◆ Exercise data
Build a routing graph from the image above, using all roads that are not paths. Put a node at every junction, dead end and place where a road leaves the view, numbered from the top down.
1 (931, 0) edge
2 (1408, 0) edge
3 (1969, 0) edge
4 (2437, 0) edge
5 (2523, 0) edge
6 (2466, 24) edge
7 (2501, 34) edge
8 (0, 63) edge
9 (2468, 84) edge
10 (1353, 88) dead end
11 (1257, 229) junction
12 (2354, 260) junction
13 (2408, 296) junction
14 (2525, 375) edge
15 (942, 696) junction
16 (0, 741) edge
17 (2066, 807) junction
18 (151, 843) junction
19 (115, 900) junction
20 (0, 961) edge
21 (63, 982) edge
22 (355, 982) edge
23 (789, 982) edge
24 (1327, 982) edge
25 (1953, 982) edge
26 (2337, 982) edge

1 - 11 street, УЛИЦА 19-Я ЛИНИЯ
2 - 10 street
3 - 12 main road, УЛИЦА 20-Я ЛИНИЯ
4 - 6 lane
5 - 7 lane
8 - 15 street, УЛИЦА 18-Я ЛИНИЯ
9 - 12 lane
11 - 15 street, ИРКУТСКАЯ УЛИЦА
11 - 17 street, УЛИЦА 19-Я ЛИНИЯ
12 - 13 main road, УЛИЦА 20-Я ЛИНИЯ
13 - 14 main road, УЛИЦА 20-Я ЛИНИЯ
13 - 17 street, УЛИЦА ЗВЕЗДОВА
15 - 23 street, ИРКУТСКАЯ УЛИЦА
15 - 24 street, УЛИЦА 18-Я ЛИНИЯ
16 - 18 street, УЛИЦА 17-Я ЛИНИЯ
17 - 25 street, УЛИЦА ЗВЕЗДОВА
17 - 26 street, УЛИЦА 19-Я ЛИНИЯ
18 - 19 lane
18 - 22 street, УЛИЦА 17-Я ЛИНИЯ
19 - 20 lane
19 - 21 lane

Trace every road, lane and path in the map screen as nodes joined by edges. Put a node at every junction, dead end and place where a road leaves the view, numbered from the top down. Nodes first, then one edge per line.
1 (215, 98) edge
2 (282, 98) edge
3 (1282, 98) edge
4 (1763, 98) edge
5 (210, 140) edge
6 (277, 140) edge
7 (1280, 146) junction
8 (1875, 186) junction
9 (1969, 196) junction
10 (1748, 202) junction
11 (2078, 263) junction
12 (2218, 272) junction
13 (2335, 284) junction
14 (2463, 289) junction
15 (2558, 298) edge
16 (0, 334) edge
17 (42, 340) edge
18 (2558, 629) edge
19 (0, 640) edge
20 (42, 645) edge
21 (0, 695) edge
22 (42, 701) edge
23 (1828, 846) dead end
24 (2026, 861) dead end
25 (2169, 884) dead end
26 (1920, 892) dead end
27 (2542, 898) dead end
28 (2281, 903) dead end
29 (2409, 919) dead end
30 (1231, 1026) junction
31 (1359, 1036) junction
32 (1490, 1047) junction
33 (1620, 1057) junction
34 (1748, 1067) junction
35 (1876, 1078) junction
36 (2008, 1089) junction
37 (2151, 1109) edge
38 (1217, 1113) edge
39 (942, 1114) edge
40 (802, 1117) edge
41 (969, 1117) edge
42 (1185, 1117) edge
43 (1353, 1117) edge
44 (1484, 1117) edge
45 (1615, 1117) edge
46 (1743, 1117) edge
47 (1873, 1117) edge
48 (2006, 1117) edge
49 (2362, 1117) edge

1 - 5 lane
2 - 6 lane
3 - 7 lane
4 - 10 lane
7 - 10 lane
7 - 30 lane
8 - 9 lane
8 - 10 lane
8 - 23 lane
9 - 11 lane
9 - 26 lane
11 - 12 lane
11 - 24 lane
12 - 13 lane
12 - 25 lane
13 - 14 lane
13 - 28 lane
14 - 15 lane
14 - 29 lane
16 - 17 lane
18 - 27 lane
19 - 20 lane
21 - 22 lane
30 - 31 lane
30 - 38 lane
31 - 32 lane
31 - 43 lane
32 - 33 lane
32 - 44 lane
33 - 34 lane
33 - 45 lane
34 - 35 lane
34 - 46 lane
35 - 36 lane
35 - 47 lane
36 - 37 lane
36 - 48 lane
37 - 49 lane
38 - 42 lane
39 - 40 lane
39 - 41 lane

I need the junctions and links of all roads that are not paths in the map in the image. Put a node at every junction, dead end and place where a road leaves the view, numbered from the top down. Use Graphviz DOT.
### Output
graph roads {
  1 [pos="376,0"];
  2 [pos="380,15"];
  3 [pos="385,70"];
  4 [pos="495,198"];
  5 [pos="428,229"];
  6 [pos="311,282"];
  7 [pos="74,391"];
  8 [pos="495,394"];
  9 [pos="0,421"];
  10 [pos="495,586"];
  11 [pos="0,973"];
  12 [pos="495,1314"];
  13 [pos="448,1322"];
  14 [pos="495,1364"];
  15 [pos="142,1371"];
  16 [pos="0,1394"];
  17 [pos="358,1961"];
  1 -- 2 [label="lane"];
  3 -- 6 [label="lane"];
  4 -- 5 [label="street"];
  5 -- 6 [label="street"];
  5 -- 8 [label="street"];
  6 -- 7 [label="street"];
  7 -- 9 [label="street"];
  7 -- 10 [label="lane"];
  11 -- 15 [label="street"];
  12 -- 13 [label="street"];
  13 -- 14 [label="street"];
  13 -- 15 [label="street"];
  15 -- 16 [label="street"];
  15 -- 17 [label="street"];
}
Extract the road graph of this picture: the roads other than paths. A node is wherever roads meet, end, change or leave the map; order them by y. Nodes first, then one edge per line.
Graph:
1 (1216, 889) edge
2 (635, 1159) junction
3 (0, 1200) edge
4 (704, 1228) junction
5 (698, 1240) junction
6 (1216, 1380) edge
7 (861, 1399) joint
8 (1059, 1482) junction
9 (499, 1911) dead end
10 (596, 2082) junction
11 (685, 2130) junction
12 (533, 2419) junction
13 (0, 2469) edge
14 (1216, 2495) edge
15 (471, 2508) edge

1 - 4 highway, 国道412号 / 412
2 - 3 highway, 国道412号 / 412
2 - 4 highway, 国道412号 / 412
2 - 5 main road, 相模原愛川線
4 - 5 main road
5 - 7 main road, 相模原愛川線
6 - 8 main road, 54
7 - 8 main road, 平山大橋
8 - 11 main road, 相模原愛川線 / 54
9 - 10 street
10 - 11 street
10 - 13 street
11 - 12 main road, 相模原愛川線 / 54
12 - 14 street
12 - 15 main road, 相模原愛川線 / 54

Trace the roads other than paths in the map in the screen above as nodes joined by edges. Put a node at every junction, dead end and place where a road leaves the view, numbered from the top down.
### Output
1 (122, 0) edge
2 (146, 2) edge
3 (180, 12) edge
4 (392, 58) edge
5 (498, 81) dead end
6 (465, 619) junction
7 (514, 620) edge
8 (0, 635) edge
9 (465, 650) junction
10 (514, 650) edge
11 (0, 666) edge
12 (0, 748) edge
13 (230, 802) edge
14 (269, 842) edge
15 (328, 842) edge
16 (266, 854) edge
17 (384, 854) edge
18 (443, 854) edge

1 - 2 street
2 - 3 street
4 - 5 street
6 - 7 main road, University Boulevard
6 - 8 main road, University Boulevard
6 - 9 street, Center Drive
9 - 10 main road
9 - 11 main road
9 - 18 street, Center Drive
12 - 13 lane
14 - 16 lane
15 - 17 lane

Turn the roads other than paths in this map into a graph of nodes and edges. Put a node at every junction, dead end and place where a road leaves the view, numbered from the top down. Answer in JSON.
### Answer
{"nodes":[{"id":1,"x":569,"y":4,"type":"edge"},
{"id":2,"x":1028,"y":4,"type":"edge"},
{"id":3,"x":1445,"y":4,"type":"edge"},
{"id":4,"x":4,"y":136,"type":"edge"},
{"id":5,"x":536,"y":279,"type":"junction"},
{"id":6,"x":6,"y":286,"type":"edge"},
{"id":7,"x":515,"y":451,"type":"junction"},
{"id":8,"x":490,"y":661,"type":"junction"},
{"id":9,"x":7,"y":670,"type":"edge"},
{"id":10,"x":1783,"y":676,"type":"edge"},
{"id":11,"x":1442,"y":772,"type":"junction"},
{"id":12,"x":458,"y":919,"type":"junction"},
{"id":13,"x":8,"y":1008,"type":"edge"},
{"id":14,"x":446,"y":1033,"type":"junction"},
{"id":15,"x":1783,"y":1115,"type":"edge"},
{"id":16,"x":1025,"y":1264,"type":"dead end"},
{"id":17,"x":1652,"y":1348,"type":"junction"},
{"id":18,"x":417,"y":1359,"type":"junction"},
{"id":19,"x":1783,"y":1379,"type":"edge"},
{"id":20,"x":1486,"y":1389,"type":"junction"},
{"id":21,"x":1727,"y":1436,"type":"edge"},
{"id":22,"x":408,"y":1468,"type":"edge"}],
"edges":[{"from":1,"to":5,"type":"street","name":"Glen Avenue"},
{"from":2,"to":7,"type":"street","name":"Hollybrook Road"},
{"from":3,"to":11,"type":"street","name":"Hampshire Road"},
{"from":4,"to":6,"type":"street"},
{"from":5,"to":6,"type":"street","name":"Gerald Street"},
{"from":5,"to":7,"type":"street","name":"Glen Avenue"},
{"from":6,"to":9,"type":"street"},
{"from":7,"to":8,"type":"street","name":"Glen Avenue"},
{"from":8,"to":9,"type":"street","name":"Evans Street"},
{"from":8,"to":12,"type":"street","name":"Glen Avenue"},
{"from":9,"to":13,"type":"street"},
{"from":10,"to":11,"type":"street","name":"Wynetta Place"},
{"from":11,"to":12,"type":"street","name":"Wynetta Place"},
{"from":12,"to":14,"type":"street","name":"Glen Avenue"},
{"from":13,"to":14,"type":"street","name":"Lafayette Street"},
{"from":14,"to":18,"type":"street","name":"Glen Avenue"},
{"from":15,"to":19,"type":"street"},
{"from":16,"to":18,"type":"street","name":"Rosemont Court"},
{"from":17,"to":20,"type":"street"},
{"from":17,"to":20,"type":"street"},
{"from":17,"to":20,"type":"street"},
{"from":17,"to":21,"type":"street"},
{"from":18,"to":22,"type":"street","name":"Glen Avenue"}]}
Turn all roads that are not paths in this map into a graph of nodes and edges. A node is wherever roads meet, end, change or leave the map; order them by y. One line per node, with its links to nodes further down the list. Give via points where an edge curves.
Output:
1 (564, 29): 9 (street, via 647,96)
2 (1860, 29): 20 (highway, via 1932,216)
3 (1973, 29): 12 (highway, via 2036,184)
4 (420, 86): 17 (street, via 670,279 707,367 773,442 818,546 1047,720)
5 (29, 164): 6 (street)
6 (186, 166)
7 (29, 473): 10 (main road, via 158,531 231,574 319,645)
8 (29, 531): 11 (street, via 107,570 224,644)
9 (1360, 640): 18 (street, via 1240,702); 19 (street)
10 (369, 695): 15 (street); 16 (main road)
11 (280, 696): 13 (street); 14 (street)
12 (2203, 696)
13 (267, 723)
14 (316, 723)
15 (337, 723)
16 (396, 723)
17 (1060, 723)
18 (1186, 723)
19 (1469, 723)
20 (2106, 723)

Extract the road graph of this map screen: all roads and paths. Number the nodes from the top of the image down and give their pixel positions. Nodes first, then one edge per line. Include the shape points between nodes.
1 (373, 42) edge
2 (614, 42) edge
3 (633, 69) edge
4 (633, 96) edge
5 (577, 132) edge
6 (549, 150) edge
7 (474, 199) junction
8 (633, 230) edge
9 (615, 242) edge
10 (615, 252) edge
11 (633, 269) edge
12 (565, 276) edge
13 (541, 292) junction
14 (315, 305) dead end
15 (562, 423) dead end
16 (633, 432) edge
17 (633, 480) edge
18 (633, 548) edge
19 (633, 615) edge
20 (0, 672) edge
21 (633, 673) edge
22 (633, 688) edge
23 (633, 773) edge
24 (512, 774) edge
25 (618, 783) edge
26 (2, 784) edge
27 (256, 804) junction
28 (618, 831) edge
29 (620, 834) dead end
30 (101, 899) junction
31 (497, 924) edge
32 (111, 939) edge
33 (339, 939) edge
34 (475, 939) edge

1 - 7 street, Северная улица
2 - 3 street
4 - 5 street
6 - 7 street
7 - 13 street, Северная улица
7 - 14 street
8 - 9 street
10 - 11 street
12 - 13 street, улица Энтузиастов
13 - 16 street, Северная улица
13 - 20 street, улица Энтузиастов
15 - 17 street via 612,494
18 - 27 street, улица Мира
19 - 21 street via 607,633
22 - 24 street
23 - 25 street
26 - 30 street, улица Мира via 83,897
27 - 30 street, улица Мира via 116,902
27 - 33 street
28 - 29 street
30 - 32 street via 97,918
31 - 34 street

◆ What to produce
Retype only the lines above between the line with "Extract the road graph of this picture: the" and the line with "Trace the roads", counting those two lines as well, and keep every character as it is.

◆ Answer for the task
Extract the road graph of this picture: the roads other than paths. A node is wherever roads meet, end, change or leave the map; order them by y. Nodes first, then one edge per line.
Graph:
1 (1216, 889) edge
2 (635, 1159) junction
3 (0, 1200) edge
4 (704, 1228) junction
5 (698, 1240) junction
6 (1216, 1380) edge
7 (861, 1399) joint
8 (1059, 1482) junction
9 (499, 1911) dead end
10 (596, 2082) junction
11 (685, 2130) junction
12 (533, 2419) junction
13 (0, 2469) edge
14 (1216, 2495) edge
15 (471, 2508) edge

1 - 4 highway, 国道412号 / 412
2 - 3 highway, 国道412号 / 412
2 - 4 highway, 国道412号 / 412
2 - 5 main road, 相模原愛川線
4 - 5 main road
5 - 7 main road, 相模原愛川線
6 - 8 main road, 54
7 - 8 main road, 平山大橋
8 - 11 main road, 相模原愛川線 / 54
9 - 10 street
10 - 11 street
10 - 13 street
11 - 12 main road, 相模原愛川線 / 54
12 - 14 street
12 - 15 main road, 相模原愛川線 / 54

Trace the roads other than paths in the map in the screen above as nodes joined by edges. Put a node at every junction, dead end and place where a road leaves the view, numbered from the top down.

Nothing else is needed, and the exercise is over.